Work to complete: Look for the word "that" in the records, and copy each line where it appears.

[Collected data]
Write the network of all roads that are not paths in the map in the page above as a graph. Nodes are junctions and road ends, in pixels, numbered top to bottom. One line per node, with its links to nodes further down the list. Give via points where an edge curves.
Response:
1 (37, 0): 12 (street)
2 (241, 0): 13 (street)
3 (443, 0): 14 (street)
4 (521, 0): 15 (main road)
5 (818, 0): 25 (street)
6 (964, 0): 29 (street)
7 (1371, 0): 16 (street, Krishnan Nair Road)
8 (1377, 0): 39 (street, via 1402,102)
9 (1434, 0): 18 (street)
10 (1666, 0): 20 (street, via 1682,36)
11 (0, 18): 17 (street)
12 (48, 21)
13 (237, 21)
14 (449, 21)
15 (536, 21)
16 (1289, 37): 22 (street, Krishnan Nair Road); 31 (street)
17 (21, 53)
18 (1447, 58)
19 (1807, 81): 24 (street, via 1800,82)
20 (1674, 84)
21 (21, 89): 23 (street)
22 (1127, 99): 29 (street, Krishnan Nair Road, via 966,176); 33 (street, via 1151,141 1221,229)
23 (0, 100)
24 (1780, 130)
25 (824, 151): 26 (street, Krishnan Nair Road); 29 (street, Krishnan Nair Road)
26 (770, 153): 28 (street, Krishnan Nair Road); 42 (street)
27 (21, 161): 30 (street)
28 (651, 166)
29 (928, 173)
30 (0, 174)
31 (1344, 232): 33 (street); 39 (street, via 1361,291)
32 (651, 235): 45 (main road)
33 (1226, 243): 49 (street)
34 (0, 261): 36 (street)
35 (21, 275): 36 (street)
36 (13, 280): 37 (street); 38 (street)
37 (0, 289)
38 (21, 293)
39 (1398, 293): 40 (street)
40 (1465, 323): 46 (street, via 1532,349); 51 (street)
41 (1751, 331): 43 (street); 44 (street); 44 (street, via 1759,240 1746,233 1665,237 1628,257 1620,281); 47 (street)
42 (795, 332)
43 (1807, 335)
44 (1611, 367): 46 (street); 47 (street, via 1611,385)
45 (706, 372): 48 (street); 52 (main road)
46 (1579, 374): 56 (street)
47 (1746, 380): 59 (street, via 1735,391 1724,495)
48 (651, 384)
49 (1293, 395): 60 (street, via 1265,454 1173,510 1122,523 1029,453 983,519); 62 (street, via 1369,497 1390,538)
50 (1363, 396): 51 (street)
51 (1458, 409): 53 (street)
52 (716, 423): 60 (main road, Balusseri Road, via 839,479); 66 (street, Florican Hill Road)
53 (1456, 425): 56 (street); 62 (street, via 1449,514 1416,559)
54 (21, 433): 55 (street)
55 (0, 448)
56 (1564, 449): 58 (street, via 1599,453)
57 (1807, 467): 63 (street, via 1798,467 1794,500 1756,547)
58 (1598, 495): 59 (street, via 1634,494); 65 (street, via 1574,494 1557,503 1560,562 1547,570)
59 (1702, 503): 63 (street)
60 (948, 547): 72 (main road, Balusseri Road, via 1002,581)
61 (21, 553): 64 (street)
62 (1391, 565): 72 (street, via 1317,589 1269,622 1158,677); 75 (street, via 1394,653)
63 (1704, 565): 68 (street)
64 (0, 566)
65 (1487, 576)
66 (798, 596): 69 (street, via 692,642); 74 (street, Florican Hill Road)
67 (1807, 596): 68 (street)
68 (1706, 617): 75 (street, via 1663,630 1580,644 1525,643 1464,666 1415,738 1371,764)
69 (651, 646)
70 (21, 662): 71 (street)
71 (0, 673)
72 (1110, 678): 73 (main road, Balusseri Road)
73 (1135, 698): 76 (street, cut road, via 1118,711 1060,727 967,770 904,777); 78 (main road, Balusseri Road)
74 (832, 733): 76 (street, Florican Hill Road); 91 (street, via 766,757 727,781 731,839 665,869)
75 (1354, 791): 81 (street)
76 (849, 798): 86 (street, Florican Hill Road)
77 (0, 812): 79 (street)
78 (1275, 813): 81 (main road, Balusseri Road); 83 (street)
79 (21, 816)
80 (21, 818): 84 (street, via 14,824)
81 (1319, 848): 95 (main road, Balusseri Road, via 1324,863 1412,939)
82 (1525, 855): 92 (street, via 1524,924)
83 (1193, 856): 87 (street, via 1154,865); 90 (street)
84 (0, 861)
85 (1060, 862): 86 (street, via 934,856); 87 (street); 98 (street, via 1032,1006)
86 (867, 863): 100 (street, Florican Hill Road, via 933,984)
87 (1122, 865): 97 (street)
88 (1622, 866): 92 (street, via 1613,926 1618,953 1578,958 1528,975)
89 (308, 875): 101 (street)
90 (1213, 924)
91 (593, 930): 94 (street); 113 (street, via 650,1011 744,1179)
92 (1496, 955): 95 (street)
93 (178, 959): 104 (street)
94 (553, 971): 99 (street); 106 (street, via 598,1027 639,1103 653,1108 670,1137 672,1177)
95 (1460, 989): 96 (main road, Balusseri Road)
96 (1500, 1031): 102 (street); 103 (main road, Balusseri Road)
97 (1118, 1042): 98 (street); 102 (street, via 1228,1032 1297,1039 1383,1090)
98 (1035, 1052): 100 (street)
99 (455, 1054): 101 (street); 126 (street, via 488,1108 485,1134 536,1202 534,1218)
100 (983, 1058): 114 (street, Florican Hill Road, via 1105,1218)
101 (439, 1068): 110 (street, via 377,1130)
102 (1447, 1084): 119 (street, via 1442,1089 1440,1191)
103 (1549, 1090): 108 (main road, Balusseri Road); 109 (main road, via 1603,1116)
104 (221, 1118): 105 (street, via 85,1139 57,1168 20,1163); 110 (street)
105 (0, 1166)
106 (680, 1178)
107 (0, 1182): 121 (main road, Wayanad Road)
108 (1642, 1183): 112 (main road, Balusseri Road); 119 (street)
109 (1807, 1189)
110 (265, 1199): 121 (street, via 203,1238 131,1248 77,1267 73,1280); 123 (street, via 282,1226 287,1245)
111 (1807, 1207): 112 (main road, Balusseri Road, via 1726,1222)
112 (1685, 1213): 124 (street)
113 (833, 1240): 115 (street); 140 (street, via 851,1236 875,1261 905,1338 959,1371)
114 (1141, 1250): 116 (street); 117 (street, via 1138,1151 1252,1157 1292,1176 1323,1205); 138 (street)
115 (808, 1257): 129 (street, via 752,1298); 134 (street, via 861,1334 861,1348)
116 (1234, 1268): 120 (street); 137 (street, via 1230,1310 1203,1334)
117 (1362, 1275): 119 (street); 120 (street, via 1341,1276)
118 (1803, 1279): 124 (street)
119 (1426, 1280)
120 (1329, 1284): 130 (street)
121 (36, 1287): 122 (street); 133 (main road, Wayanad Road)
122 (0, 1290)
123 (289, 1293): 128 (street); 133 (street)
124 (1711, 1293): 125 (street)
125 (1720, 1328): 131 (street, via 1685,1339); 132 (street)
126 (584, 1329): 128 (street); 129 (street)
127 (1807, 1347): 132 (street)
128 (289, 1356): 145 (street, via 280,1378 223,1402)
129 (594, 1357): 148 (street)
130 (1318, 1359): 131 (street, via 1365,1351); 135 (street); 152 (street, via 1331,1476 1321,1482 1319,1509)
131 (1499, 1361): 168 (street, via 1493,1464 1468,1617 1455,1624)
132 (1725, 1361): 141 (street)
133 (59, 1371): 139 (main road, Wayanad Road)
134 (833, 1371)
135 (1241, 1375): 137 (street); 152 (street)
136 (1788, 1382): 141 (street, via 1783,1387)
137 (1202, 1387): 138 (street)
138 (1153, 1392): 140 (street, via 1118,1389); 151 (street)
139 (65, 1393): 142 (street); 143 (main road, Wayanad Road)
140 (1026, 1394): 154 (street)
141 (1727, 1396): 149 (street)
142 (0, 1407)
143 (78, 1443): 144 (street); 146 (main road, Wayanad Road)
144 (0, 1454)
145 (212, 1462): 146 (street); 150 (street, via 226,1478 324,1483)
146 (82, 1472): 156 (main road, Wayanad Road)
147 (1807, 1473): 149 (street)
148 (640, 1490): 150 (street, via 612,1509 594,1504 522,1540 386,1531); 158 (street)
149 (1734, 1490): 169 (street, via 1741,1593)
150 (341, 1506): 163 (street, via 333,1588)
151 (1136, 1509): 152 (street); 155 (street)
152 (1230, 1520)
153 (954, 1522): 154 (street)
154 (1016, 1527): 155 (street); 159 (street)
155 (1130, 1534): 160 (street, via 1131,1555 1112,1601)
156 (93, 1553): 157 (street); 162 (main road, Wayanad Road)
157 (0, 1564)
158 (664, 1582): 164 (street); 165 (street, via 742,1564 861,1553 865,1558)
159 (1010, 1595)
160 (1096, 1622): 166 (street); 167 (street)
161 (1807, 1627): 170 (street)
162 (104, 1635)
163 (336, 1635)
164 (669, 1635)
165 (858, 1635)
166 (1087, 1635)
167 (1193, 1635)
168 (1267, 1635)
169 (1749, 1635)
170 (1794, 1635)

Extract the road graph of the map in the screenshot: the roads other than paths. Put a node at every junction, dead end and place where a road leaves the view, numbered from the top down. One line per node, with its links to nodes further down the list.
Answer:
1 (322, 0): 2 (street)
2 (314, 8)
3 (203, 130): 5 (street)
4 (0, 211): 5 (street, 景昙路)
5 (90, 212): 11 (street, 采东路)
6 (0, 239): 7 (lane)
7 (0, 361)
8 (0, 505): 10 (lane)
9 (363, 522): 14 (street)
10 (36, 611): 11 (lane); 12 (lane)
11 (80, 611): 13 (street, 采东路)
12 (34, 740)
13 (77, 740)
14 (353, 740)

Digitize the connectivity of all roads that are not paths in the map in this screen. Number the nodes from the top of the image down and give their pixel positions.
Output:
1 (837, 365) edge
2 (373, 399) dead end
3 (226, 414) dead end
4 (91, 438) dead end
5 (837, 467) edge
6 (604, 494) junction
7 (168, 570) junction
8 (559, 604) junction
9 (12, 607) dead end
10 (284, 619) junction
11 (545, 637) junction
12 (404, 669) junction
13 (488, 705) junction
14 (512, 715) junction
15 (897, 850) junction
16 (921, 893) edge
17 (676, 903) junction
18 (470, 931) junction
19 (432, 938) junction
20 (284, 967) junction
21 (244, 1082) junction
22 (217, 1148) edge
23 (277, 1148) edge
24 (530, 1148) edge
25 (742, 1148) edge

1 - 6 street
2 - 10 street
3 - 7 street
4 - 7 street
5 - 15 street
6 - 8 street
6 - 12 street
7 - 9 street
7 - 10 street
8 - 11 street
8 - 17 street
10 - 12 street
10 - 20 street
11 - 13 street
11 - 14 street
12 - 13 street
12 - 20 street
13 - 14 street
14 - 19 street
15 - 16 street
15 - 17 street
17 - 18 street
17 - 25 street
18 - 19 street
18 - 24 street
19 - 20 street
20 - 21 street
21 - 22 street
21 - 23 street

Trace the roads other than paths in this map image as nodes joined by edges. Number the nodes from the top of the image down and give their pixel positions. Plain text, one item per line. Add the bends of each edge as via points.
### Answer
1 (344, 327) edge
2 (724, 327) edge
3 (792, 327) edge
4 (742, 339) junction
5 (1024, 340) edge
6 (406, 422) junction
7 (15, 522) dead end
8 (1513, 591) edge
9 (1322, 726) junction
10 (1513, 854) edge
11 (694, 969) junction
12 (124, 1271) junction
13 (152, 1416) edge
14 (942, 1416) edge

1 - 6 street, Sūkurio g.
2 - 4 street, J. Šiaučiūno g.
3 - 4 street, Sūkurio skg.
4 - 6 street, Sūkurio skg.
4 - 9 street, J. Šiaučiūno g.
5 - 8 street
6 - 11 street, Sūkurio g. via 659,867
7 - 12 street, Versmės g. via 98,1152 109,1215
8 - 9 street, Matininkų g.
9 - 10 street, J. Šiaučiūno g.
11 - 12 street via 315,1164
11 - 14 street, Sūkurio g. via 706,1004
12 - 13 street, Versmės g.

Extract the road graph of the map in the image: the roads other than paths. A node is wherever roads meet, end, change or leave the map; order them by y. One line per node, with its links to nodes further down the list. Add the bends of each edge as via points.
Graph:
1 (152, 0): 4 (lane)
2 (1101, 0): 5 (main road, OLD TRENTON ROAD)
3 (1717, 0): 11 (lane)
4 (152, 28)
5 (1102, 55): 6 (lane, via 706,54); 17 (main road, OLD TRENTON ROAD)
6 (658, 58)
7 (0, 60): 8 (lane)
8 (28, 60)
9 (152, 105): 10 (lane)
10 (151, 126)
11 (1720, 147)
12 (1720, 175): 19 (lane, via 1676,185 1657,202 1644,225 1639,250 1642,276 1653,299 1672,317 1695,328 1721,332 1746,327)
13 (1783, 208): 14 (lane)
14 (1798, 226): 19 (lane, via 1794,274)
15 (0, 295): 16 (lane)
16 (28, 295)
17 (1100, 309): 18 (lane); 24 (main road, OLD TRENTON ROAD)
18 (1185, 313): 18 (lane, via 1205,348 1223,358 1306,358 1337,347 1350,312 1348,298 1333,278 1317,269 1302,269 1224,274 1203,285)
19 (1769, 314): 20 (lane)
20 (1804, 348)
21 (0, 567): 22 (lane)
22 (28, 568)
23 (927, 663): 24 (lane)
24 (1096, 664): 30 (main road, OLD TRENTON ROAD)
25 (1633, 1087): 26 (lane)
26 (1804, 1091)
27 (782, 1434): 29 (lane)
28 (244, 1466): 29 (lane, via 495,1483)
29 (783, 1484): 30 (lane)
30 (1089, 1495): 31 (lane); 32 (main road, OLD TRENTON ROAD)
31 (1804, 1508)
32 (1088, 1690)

Written solution:
Write the network of all roads that are not paths in the map in the page above as a graph. Nodes are junctions and road ends, in pixels, numbered top to bottom. One line per node, with its links to nodes further down the list. Give via points where an edge curves.
Digitize the connectivity of all roads that are not paths in the map in this screen. Number the nodes from the top of the image down and give their pixel positions.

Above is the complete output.